I would instead say it's "easy to learn" but I would also go on to say that
it's very hard to master because of the complex interactions between channels,
strange behaviours that can be encountered with cgo. Sharp edges in the
standard library is also another big one that places mastery out of the reach
of most. I think this ends up being a net con as the investment required to
reach mastery in Go is much higher than what is required to each competency in
a language with a better force multiplier.

Lack of a reasonable type system given it's vintage, primarily no provisions
for generics despite in-built generic data structures being the very
foundation of the language - just not implementable in usercode.

Really poor quality packaging and distribution for the majority of its
lifespan, even now Go modules have more sharp edges than is reasonable.

Go is plain awful from an expressivity perspective which results in verbose
code and by extension impacts readability of business logic in particular.

I could go on but the reality is that it's not a pleasant language to use
beyond it's core domain of shuffling bytes from one socket to another.

If you need low memory footprint + concurrency + performance then you probably
want Rust. Higher upfront learning cost but much more pleasant thereafter.
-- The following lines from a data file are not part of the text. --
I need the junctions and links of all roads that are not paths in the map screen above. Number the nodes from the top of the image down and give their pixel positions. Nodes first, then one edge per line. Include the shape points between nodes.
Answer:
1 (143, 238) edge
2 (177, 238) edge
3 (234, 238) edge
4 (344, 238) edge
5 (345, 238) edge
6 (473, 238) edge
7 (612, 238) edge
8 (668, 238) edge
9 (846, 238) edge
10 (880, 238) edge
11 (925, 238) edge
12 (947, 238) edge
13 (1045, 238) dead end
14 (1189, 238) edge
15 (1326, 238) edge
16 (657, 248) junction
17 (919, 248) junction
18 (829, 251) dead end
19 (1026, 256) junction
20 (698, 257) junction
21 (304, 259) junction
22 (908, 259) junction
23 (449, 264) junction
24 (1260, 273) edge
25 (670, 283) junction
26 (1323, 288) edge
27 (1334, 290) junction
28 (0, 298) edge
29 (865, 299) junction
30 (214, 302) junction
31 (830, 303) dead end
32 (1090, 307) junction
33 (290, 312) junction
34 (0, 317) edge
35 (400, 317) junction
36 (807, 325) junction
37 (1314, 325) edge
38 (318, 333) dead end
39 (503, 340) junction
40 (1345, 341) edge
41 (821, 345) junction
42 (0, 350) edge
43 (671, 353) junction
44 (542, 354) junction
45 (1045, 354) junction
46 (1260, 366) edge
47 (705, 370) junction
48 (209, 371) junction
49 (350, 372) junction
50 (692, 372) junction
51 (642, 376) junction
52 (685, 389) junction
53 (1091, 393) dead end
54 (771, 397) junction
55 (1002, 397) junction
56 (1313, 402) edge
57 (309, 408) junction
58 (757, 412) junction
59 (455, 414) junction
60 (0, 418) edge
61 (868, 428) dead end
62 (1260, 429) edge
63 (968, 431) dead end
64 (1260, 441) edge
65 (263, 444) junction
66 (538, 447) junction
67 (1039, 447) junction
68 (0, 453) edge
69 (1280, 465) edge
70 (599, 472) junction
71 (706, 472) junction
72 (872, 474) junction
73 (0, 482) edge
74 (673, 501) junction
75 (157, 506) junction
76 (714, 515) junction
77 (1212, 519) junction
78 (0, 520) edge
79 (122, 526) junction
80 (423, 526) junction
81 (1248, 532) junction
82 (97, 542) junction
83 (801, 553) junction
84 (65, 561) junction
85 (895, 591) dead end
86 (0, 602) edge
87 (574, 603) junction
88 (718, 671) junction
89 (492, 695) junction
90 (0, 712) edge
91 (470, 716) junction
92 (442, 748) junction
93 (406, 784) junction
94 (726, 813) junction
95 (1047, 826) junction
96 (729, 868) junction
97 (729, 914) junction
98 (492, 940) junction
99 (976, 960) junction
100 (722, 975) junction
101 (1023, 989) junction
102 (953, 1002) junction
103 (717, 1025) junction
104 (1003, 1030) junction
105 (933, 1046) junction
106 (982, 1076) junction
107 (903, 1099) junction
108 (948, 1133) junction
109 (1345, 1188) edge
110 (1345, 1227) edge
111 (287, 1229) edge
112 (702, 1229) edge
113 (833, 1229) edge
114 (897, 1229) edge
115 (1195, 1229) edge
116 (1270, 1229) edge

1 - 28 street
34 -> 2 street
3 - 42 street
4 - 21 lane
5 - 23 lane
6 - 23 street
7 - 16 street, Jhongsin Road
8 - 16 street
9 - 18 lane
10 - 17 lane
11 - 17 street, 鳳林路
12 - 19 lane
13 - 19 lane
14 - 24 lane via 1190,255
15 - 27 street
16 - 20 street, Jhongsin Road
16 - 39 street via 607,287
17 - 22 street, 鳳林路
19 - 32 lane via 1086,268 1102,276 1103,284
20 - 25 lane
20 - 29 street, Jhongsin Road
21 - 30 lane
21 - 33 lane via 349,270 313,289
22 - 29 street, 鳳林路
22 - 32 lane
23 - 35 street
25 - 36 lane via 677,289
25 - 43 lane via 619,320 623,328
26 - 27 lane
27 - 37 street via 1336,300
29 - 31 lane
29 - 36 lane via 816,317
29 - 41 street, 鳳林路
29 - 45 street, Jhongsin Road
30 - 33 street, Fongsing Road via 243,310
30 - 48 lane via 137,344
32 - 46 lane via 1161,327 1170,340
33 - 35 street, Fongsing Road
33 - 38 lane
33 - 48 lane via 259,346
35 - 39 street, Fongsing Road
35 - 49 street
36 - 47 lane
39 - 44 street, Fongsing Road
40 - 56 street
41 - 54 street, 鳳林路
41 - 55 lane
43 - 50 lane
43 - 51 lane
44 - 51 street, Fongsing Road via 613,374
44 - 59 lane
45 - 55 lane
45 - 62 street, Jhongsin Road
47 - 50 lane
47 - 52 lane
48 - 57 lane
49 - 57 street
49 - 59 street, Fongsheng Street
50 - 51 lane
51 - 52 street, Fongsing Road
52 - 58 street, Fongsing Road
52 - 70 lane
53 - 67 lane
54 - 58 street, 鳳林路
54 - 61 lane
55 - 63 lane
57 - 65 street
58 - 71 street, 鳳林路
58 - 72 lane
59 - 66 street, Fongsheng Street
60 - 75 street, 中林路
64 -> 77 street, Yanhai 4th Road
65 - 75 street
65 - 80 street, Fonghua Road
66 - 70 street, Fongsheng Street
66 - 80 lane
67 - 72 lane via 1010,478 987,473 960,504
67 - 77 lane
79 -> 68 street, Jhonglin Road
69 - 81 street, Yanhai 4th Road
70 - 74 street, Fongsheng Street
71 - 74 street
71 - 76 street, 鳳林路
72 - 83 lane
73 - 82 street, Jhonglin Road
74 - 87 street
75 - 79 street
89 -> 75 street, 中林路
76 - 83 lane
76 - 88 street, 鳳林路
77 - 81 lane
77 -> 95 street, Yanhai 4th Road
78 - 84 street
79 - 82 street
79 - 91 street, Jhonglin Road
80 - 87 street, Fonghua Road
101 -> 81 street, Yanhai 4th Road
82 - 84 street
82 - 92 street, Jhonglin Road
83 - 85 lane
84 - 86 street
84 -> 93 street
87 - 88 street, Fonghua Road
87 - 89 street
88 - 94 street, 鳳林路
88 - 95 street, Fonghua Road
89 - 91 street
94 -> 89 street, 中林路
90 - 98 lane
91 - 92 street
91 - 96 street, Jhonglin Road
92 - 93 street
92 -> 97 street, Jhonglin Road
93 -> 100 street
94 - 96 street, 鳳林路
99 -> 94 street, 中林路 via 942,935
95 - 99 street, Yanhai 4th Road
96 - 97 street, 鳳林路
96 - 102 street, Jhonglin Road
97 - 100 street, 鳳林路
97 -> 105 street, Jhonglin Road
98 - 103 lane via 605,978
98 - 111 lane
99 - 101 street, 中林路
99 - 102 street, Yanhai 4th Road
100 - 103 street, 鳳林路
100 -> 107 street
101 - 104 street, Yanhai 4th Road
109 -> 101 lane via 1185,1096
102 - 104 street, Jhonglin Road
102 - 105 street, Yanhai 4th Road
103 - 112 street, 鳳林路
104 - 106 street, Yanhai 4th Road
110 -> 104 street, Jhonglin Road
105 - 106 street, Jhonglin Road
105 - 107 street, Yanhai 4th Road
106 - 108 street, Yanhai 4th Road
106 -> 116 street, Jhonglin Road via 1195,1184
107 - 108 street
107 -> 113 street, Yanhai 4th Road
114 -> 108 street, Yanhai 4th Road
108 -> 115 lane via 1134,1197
If instead you want a workhorse language for less constrained environments I
recommend Kotlin. It's a JVM language so there is some investment required to
get your head around that ecosystem but in turn - huge return with access to
full JVM platform.

Kotlin has all the features Go should have been built with, gets away with
minimal faults despite great Java compat. Is fast enough for almost anything
you might want to do. Great type system including awesome generics, including
reified generics, data classes etc.

The only thing I wish Kotlin had that Go does is a fully async/coroutine aware
standard library. Rust is getting this with asyncstd but it could be a while
before Kotlin gets the same.

In summary despite spending quite some years learning Go, writing some big and
high performance programs in it I didn't learn to love it, I grew to find it
tiresome and despite all my investment don't pick it up to solve problems
except in very specific scenarios.

------
pjmlp
Clearly someone needs to learn their C++.